→ Task brief: Report the number of lines in the data where the word "Pensamientos" appears, and add no other text.

→ Dataset records:
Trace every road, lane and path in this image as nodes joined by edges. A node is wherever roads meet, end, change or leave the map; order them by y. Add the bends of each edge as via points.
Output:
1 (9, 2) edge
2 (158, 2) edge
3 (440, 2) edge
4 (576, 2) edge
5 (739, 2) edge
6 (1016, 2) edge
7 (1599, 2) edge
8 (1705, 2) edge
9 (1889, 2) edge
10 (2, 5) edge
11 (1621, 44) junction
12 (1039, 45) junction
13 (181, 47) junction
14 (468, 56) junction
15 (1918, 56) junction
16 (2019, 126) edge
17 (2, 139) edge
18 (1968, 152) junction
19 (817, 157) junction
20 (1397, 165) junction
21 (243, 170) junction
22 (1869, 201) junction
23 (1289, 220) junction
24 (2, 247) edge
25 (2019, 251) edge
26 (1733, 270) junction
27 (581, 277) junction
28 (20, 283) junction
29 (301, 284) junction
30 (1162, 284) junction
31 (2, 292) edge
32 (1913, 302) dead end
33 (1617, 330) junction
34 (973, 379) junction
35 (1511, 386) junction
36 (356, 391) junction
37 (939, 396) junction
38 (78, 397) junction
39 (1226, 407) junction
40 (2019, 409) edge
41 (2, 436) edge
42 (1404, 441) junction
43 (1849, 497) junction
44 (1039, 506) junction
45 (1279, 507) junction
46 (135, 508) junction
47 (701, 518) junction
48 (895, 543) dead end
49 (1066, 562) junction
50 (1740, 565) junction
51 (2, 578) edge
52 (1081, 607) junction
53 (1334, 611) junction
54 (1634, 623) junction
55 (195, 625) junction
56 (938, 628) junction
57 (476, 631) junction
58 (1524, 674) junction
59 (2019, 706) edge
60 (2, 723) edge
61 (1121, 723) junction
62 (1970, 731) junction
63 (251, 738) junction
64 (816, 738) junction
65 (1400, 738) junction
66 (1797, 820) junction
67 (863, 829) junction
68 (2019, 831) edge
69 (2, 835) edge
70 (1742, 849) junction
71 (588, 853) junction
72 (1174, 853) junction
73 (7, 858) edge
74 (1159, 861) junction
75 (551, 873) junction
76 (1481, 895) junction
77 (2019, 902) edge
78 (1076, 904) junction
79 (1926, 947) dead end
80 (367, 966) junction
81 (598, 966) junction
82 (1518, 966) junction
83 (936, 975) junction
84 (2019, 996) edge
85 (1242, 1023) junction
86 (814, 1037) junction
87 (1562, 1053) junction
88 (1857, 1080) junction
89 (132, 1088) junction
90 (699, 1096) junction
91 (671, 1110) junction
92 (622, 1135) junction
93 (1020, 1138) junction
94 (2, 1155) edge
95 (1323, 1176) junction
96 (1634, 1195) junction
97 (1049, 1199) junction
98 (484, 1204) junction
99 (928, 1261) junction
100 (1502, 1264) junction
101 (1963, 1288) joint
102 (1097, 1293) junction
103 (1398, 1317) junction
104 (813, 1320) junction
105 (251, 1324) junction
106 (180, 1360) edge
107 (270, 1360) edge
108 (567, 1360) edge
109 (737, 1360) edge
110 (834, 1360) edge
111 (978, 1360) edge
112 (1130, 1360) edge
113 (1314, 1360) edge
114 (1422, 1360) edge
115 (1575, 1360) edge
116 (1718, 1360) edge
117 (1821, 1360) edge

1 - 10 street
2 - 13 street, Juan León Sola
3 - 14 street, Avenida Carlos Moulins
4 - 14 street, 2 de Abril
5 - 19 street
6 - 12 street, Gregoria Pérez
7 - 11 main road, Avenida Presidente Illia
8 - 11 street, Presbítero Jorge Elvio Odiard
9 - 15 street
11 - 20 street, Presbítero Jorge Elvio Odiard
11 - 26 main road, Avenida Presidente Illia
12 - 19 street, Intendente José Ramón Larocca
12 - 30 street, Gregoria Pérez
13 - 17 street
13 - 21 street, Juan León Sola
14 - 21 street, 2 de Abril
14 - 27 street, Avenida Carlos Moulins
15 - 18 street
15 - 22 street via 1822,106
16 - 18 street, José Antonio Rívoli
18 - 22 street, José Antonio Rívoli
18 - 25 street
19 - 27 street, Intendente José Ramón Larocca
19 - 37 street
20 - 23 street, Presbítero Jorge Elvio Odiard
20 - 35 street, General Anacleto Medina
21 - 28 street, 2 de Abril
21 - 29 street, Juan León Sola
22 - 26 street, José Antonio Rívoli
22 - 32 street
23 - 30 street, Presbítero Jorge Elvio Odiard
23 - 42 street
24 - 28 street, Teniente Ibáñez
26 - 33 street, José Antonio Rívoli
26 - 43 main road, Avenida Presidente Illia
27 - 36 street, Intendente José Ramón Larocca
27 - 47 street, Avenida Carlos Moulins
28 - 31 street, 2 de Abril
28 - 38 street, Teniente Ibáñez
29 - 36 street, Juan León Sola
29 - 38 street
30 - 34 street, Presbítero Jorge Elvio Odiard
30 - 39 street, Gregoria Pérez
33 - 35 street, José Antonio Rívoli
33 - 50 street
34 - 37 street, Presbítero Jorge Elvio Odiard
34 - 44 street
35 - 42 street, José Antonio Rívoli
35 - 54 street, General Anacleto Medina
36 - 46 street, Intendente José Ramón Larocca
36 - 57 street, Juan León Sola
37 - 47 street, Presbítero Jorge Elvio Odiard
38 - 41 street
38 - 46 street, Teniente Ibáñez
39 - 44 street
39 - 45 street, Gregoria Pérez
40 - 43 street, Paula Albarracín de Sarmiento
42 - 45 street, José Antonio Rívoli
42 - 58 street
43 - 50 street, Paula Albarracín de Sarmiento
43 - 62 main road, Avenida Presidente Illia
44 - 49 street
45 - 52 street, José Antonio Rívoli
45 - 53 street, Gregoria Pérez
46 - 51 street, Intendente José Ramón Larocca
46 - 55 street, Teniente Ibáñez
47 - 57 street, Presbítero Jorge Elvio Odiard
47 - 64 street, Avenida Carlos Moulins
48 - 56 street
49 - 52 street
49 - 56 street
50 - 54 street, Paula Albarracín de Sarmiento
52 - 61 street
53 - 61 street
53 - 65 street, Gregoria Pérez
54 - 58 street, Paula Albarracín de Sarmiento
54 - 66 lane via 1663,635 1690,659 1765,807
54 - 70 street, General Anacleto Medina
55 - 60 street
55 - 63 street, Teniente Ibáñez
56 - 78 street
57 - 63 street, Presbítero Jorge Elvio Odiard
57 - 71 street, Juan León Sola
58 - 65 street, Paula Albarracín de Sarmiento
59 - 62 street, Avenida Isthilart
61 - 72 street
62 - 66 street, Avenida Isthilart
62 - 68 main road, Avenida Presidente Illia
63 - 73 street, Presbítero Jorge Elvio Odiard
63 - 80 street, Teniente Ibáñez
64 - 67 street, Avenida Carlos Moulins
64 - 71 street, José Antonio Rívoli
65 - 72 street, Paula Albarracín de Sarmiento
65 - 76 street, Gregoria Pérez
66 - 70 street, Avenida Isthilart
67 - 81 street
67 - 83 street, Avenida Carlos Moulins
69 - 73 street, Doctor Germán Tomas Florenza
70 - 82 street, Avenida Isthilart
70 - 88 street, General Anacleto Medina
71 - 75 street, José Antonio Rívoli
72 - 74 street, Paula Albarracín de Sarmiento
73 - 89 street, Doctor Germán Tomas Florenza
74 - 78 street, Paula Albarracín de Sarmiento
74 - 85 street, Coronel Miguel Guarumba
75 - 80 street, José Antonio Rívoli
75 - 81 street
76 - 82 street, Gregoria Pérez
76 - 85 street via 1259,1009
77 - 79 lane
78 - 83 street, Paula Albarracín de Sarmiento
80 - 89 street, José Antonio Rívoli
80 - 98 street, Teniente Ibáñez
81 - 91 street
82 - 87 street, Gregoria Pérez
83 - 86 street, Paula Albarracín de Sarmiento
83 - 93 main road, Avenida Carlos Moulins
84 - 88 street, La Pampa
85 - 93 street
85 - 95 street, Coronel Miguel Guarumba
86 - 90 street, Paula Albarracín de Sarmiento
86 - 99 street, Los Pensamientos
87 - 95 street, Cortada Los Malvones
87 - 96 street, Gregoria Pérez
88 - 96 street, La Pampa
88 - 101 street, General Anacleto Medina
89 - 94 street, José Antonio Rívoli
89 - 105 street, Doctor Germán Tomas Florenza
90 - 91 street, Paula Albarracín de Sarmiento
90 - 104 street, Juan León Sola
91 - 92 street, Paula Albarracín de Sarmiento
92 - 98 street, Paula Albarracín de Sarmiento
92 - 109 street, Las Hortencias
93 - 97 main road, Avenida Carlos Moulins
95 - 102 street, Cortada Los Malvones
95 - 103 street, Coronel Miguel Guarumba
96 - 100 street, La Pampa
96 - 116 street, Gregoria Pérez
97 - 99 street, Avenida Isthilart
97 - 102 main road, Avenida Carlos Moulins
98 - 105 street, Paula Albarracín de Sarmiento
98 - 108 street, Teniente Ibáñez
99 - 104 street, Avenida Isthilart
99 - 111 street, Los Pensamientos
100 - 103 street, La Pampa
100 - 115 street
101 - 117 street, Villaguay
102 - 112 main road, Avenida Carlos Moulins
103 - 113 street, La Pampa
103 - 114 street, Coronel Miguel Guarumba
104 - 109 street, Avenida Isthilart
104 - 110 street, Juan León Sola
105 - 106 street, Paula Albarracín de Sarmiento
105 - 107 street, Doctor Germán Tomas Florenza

→ Task solution: 2